*** Opening of Provided data ***

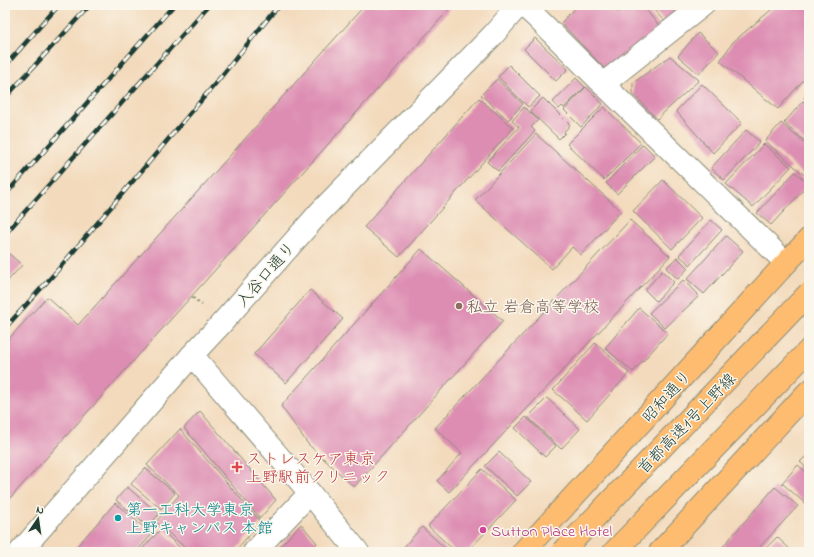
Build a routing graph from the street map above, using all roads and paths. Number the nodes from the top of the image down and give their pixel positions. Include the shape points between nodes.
1 (519, 5) edge
2 (523, 5) edge
3 (703, 5) edge
4 (603, 84) junction
5 (809, 239) edge
6 (786, 263) junction
7 (809, 293) edge
8 (192, 297) dead end
9 (204, 307) dead end
10 (809, 350) edge
11 (192, 355) junction
12 (809, 391) edge
13 (310, 493) junction
14 (20, 552) edge
15 (254, 552) edge
16 (358, 552) edge
17 (523, 552) edge
18 (562, 552) edge
19 (614, 552) edge
20 (660, 552) edge

1 - 11 street, 入谷口通り via 493,35 320,212
2 - 4 street
3 - 4 street
4 - 6 street
5 - 6 highway, 昭和通り
6 - 17 highway, 昭和通り
7 - 18 highway, 首都高速1号上野線, bridge
8 - 9 path
10 - 19 highway
11 - 13 street
11 - 14 street, 入谷口通り
12 - 20 highway
13 - 15 street
13 - 16 street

*** Close of Provided data ***

## Exercise goal
Please output all the records above exactly, leaving out every picture.

## Output for this task
Build a routing graph from the street map above, using all roads and paths. Number the nodes from the top of the image down and give their pixel positions. Include the shape points between nodes.
1 (519, 5) edge
2 (523, 5) edge
3 (703, 5) edge
4 (603, 84) junction
5 (809, 239) edge
6 (786, 263) junction
7 (809, 293) edge
8 (192, 297) dead end
9 (204, 307) dead end
10 (809, 350) edge
11 (192, 355) junction
12 (809, 391) edge
13 (310, 493) junction
14 (20, 552) edge
15 (254, 552) edge
16 (358, 552) edge
17 (523, 552) edge
18 (562, 552) edge
19 (614, 552) edge
20 (660, 552) edge

1 - 11 street, 入谷口通り via 493,35 320,212
2 - 4 street
3 - 4 street
4 - 6 street
5 - 6 highway, 昭和通り
6 - 17 highway, 昭和通り
7 - 18 highway, 首都高速1号上野線, bridge
8 - 9 path
10 - 19 highway
11 - 13 street
11 - 14 street, 入谷口通り
12 - 20 highway
13 - 15 street
13 - 16 street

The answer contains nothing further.